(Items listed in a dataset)
'''
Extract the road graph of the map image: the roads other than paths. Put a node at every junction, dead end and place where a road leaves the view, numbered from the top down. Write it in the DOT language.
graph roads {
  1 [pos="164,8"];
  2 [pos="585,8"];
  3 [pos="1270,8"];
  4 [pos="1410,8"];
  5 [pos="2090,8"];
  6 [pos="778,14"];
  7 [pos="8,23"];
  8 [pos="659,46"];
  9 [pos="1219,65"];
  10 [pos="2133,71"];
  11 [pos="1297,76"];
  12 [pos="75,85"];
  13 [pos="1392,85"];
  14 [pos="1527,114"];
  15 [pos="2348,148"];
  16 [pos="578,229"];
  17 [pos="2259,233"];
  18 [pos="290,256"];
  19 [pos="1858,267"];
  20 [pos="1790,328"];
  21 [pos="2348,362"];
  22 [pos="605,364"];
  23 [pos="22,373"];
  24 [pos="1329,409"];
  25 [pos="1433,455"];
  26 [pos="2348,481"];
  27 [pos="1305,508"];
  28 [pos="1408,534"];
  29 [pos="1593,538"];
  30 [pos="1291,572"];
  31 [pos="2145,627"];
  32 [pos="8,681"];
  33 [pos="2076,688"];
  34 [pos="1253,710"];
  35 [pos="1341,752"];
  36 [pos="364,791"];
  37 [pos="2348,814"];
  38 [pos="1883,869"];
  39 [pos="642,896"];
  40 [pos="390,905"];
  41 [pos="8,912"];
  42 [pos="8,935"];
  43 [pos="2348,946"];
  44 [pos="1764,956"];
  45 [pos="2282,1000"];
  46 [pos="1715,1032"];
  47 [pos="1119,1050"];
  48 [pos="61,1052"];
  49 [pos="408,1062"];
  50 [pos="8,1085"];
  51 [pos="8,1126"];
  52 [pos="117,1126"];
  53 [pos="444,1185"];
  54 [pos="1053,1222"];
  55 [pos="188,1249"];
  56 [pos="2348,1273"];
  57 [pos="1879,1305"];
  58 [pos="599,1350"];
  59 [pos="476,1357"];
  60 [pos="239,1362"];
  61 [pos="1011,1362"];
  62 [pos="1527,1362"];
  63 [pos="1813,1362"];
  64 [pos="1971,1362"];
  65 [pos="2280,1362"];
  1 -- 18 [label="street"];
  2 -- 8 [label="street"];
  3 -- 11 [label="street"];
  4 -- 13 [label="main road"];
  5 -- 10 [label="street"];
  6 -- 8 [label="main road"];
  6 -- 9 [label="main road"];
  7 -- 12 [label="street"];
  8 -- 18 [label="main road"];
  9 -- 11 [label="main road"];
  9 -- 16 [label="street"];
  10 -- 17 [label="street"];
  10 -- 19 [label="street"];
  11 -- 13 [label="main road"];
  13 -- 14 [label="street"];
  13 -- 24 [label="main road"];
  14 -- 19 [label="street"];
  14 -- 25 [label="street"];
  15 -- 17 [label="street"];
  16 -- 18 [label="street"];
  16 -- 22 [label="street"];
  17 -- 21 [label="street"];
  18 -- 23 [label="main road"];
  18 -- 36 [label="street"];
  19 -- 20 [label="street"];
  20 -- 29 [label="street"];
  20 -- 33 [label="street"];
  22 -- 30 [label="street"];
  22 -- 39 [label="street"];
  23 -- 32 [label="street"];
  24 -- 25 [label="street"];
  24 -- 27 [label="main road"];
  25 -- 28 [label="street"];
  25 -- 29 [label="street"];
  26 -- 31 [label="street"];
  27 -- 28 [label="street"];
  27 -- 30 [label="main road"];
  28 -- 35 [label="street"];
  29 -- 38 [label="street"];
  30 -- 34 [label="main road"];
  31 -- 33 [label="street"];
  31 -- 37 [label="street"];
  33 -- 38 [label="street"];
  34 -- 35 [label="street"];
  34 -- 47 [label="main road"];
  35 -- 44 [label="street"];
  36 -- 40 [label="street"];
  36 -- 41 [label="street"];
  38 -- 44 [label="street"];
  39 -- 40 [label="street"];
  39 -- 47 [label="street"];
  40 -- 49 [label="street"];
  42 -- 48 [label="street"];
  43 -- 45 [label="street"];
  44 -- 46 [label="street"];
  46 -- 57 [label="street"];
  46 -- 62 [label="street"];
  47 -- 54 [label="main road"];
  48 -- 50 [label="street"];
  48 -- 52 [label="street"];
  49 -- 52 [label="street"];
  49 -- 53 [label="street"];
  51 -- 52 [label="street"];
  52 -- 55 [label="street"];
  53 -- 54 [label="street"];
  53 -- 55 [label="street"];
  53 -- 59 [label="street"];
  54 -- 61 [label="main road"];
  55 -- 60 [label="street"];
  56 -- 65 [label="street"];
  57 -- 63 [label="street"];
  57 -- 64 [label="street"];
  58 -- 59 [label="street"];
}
'''
'''
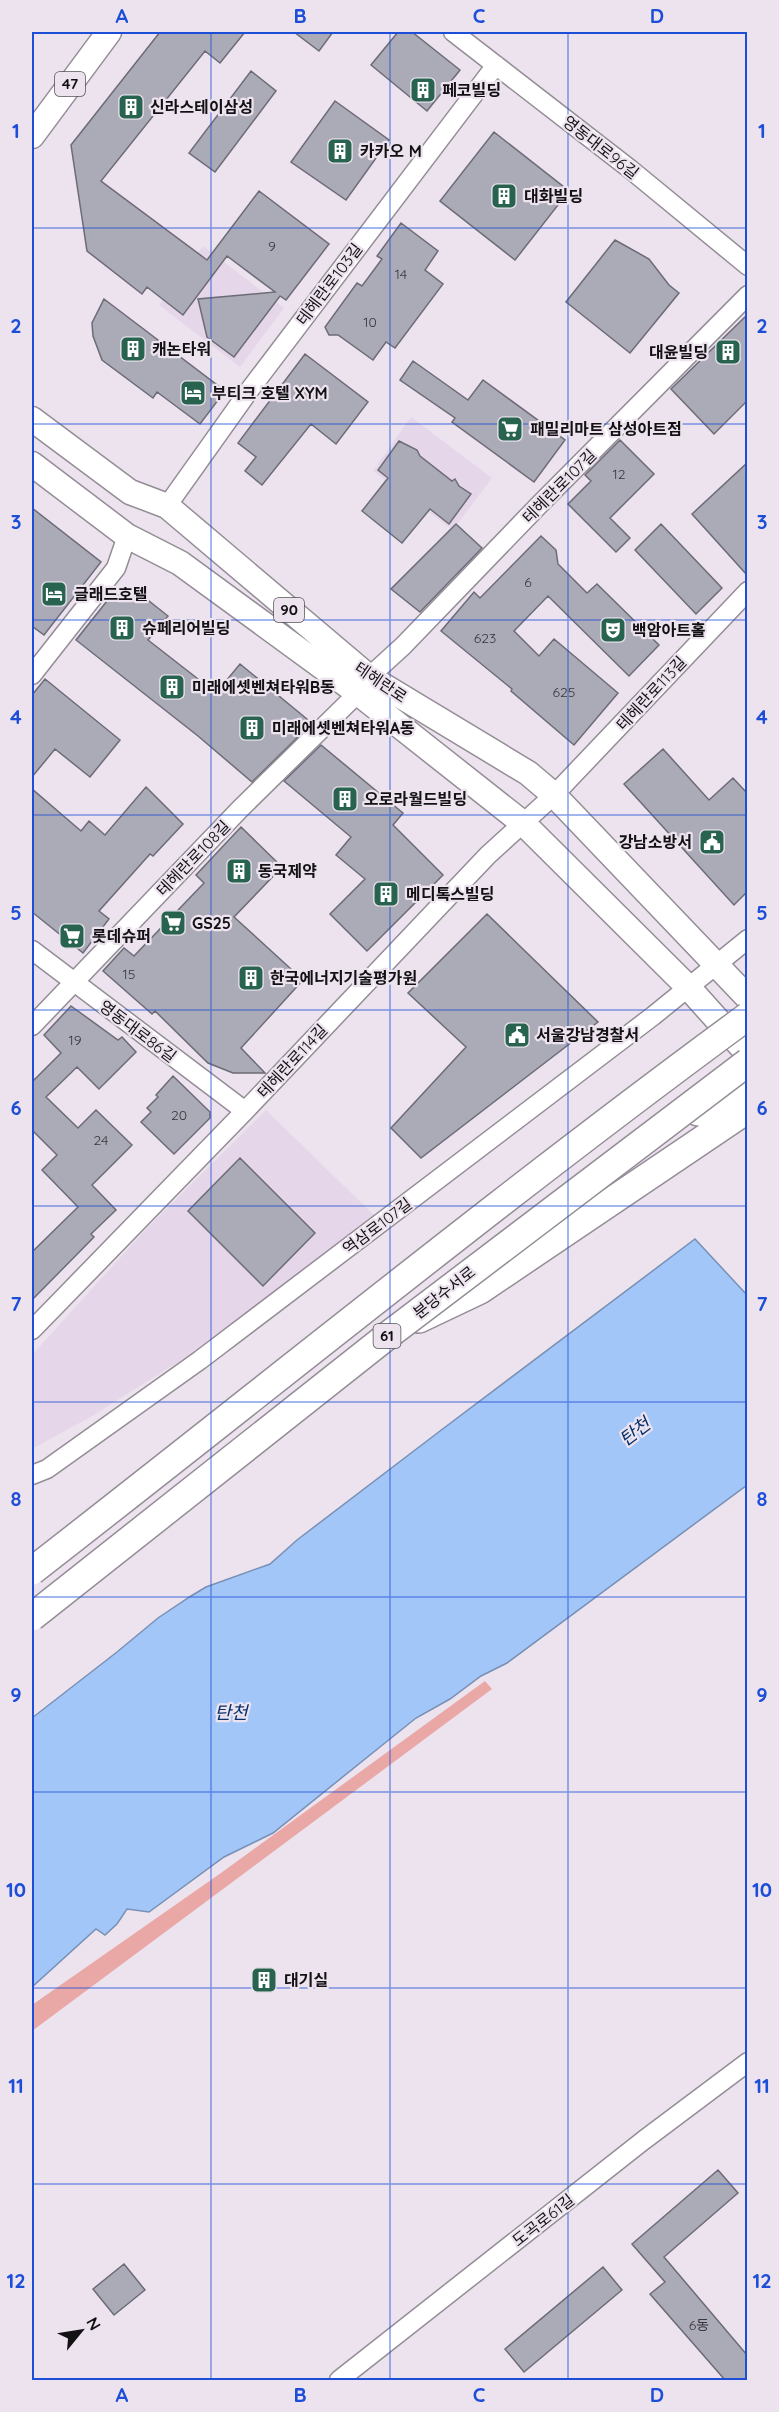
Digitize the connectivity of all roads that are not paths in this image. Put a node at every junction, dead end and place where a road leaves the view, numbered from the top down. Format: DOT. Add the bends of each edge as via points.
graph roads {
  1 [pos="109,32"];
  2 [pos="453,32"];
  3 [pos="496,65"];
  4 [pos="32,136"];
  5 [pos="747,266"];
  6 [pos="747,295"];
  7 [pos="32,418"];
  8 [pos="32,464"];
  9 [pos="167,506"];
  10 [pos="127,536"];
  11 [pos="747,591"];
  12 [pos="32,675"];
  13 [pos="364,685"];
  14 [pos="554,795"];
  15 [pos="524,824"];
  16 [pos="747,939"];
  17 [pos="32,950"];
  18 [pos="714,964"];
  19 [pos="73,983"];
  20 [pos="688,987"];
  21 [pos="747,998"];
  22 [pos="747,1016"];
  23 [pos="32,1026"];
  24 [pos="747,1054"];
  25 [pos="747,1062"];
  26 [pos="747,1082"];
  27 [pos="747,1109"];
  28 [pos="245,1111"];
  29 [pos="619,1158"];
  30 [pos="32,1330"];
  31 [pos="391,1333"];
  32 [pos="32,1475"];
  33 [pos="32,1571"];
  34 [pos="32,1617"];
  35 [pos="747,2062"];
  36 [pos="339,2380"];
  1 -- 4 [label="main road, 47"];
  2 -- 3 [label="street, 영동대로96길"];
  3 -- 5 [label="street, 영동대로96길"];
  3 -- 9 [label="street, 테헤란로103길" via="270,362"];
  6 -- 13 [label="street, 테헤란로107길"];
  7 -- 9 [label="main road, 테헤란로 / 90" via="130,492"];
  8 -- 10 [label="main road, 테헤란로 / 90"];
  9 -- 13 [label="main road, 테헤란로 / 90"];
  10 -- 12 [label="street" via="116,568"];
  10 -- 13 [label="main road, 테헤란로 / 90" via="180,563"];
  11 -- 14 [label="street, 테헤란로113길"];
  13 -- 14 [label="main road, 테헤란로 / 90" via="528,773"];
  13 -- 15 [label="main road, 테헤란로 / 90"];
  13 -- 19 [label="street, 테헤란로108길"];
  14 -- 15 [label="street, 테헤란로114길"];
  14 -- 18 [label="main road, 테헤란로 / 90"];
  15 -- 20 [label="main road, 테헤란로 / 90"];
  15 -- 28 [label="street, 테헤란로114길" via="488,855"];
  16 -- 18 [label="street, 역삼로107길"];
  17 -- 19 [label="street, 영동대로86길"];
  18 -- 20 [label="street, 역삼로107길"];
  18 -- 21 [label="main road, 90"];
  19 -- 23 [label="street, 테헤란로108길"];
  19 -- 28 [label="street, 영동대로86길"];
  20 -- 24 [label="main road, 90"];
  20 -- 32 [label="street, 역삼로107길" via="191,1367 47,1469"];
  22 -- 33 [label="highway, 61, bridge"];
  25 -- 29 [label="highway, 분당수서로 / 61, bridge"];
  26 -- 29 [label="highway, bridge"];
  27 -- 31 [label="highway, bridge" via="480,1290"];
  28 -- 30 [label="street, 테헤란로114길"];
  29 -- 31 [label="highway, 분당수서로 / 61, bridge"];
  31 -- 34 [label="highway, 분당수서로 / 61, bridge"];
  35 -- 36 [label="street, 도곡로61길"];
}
'''
'''
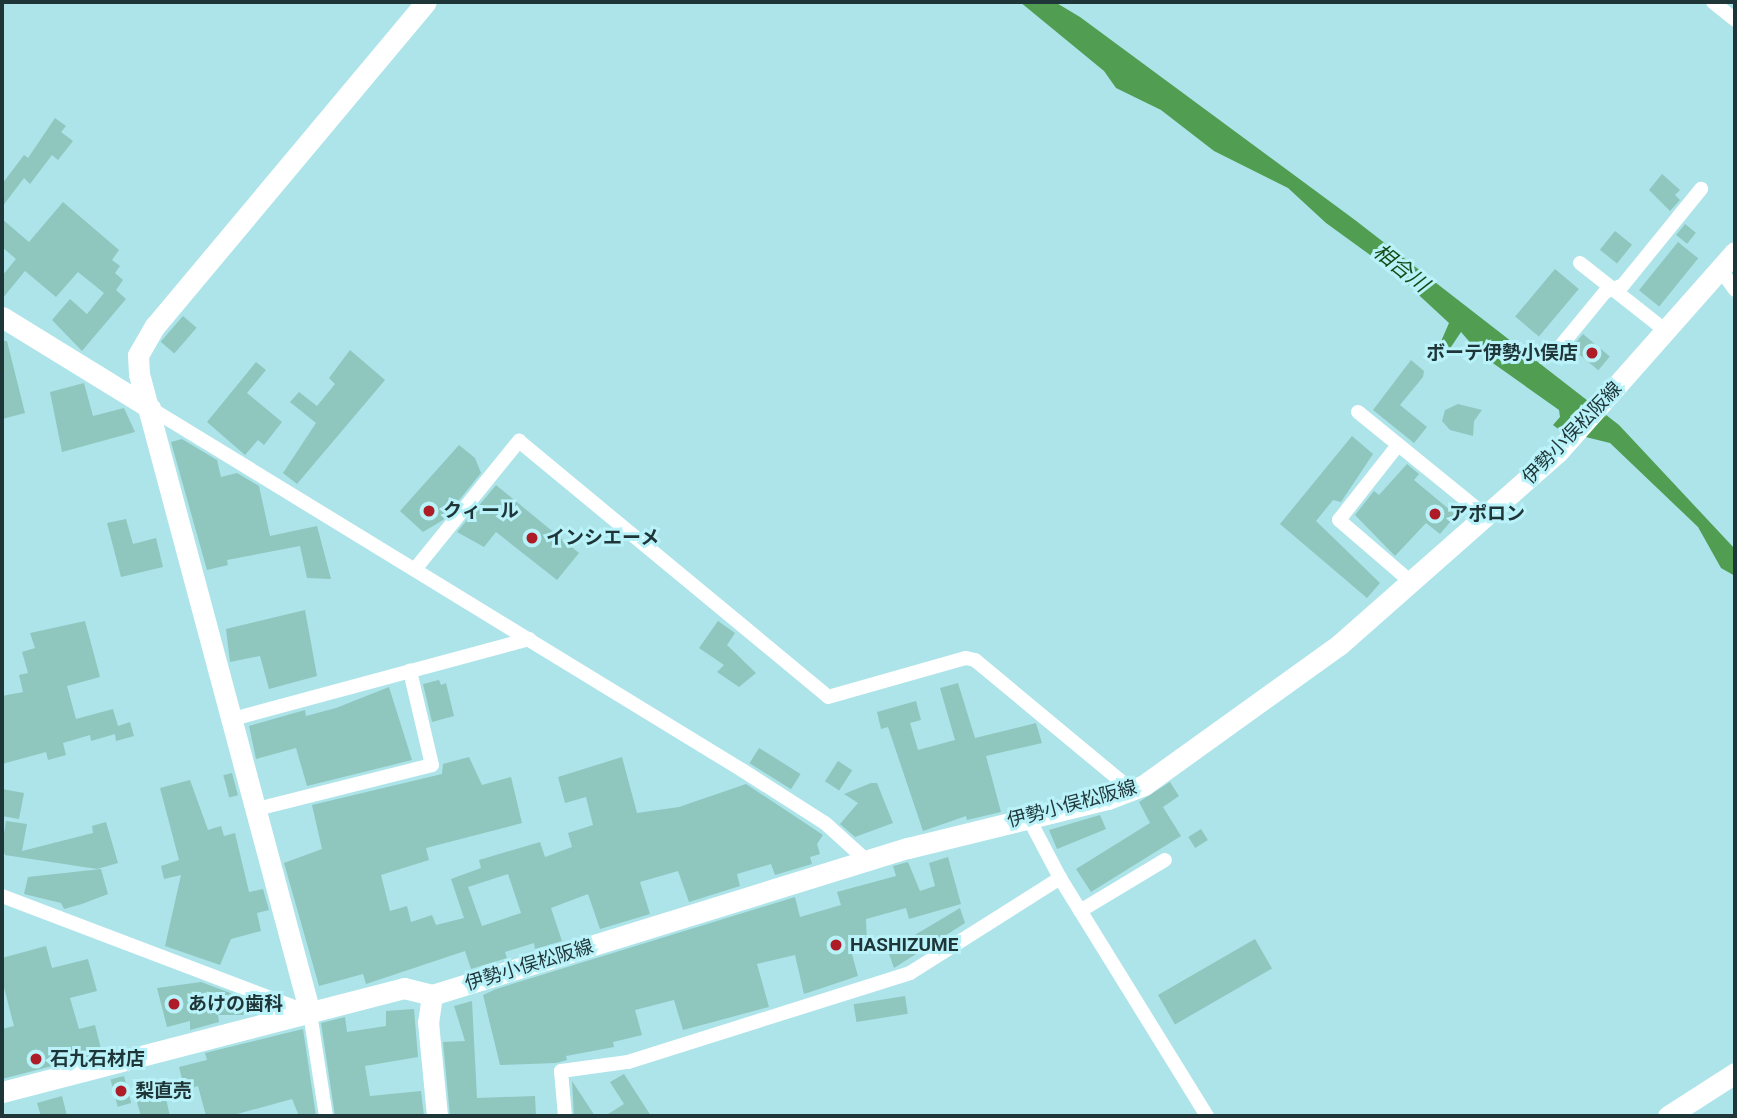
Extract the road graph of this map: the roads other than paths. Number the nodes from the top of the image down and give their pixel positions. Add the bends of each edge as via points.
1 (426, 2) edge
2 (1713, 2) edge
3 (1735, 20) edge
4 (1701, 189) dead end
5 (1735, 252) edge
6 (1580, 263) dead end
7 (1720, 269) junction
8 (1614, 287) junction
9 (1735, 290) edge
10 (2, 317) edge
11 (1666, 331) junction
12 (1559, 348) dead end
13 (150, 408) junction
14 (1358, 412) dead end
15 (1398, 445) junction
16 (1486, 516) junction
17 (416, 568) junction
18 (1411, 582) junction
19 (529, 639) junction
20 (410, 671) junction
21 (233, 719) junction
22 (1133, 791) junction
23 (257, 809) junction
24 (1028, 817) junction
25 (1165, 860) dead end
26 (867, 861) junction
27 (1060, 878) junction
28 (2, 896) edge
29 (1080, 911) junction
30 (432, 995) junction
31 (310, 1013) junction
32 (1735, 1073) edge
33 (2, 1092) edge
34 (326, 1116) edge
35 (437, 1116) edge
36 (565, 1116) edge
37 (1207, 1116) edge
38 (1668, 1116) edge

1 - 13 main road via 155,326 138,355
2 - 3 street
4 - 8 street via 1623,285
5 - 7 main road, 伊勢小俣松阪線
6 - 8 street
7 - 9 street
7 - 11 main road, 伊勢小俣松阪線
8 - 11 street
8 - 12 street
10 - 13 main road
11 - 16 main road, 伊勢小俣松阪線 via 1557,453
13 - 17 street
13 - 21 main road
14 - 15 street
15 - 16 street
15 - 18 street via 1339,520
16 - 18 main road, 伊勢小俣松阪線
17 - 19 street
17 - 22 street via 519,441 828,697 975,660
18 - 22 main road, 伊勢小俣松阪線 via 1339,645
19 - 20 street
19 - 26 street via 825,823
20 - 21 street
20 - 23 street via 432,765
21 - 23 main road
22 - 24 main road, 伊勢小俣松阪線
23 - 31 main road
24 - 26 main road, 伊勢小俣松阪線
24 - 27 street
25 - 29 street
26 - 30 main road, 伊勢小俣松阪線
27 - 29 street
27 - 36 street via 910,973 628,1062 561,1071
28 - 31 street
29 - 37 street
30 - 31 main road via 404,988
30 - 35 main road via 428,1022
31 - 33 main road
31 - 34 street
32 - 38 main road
'''
> _Required work_
Of all the lines in the data above, show only those that hold the word "each".

> _Response to the task_
Digitize the connectivity of all roads that are not paths in this image. Put a node at every junction, dead end and place where a road leaves the view, numbered from the top down. Format: DOT. Add the bends of each edge as via points.
Extract the road graph of this map: the roads other than paths. Number the nodes from the top of the image down and give their pixel positions. Add the bends of each edge as via points.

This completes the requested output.